*** Block opens ***
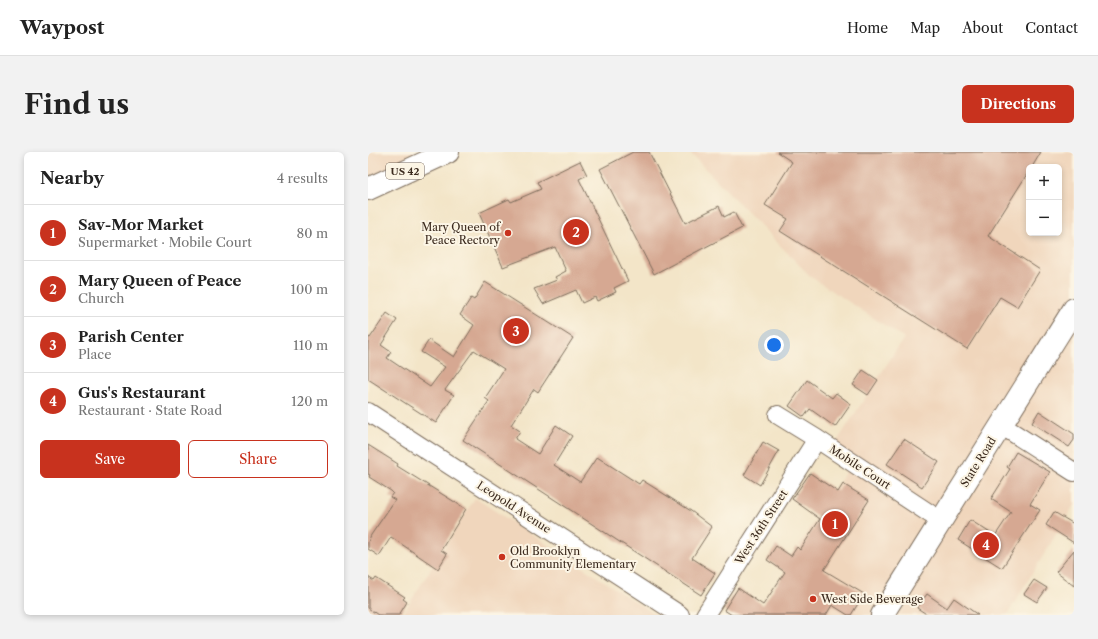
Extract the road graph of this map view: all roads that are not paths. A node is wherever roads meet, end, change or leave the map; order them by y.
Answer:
1 (444, 153) edge
2 (368, 189) edge
3 (1074, 309) edge
4 (368, 412) edge
5 (778, 415) dead end
6 (1001, 425) junction
7 (817, 439) junction
8 (1074, 472) edge
9 (941, 521) junction
10 (887, 613) edge
11 (680, 615) edge
12 (705, 615) edge

1 - 2 main road, US 42
3 - 6 main road, State Road
4 - 11 street, Leopold Avenue
5 - 7 street, Mobile Court
6 - 8 street
6 - 9 main road, State Road
7 - 9 street, Mobile Court
7 - 12 street, West 36th Street
9 - 10 main road, State Road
*** Block closes ***
### [Brief]
Set the records down again exactly, and omit any picture in them.

### [Solution]
Extract the road graph of this map view: all roads that are not paths. A node is wherever roads meet, end, change or leave the map; order them by y.
Answer:
1 (444, 153) edge
2 (368, 189) edge
3 (1074, 309) edge
4 (368, 412) edge
5 (778, 415) dead end
6 (1001, 425) junction
7 (817, 439) junction
8 (1074, 472) edge
9 (941, 521) junction
10 (887, 613) edge
11 (680, 615) edge
12 (705, 615) edge

1 - 2 main road, US 42
3 - 6 main road, State Road
4 - 11 street, Leopold Avenue
5 - 7 street, Mobile Court
6 - 8 street
6 - 9 main road, State Road
7 - 9 street, Mobile Court
7 - 12 street, West 36th Street
9 - 10 main road, State Road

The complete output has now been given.